(To do):
Give the lines again, unchanged, starting with the line containing "Trace the roads" and ending with the last line of the data below.

··· The data ···

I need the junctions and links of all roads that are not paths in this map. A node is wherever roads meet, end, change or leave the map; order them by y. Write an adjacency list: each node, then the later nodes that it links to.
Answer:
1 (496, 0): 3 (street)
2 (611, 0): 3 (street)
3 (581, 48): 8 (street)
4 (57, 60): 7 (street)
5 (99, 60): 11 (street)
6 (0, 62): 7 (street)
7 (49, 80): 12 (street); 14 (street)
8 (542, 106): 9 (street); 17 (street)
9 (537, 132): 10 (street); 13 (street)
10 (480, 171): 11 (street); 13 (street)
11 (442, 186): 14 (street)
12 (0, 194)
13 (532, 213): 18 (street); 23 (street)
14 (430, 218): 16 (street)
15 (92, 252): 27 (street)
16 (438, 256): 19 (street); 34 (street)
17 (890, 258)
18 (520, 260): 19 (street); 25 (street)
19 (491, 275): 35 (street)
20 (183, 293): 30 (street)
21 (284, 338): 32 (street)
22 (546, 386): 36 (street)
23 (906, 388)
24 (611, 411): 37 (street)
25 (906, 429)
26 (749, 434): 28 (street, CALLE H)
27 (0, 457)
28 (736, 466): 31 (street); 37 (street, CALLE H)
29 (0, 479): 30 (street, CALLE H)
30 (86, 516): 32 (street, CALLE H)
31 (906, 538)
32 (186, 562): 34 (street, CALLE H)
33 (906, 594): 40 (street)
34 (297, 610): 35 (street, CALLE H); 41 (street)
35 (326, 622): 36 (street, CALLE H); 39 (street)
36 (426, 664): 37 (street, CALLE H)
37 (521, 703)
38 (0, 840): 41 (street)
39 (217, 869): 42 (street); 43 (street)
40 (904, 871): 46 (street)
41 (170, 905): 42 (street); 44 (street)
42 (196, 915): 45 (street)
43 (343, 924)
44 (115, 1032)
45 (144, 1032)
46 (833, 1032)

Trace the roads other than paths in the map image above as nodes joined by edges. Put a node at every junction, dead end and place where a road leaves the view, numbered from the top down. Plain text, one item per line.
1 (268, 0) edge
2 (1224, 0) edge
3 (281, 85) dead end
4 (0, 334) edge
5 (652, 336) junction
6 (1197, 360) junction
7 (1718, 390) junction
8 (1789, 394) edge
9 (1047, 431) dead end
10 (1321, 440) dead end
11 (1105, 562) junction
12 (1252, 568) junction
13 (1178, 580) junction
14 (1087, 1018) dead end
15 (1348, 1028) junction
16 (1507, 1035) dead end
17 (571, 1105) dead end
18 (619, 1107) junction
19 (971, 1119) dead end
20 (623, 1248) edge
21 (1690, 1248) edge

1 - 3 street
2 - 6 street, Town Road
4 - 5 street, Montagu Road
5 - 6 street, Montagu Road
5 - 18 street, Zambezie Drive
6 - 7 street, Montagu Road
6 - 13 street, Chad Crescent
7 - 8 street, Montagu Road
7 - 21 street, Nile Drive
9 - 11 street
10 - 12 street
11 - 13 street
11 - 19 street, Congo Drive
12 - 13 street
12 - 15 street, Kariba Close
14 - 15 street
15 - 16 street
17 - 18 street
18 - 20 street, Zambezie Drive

···

(Response to the exercise):
Trace the roads other than paths in the map image above as nodes joined by edges. Put a node at every junction, dead end and place where a road leaves the view, numbered from the top down. Plain text, one item per line.
1 (268, 0) edge
2 (1224, 0) edge
3 (281, 85) dead end
4 (0, 334) edge
5 (652, 336) junction
6 (1197, 360) junction
7 (1718, 390) junction
8 (1789, 394) edge
9 (1047, 431) dead end
10 (1321, 440) dead end
11 (1105, 562) junction
12 (1252, 568) junction
13 (1178, 580) junction
14 (1087, 1018) dead end
15 (1348, 1028) junction
16 (1507, 1035) dead end
17 (571, 1105) dead end
18 (619, 1107) junction
19 (971, 1119) dead end
20 (623, 1248) edge
21 (1690, 1248) edge

1 - 3 street
2 - 6 street, Town Road
4 - 5 street, Montagu Road
5 - 6 street, Montagu Road
5 - 18 street, Zambezie Drive
6 - 7 street, Montagu Road
6 - 13 street, Chad Crescent
7 - 8 street, Montagu Road
7 - 21 street, Nile Drive
9 - 11 street
10 - 12 street
11 - 13 street
11 - 19 street, Congo Drive
12 - 13 street
12 - 15 street, Kariba Close
14 - 15 street
15 - 16 street
17 - 18 street
18 - 20 street, Zambezie Drive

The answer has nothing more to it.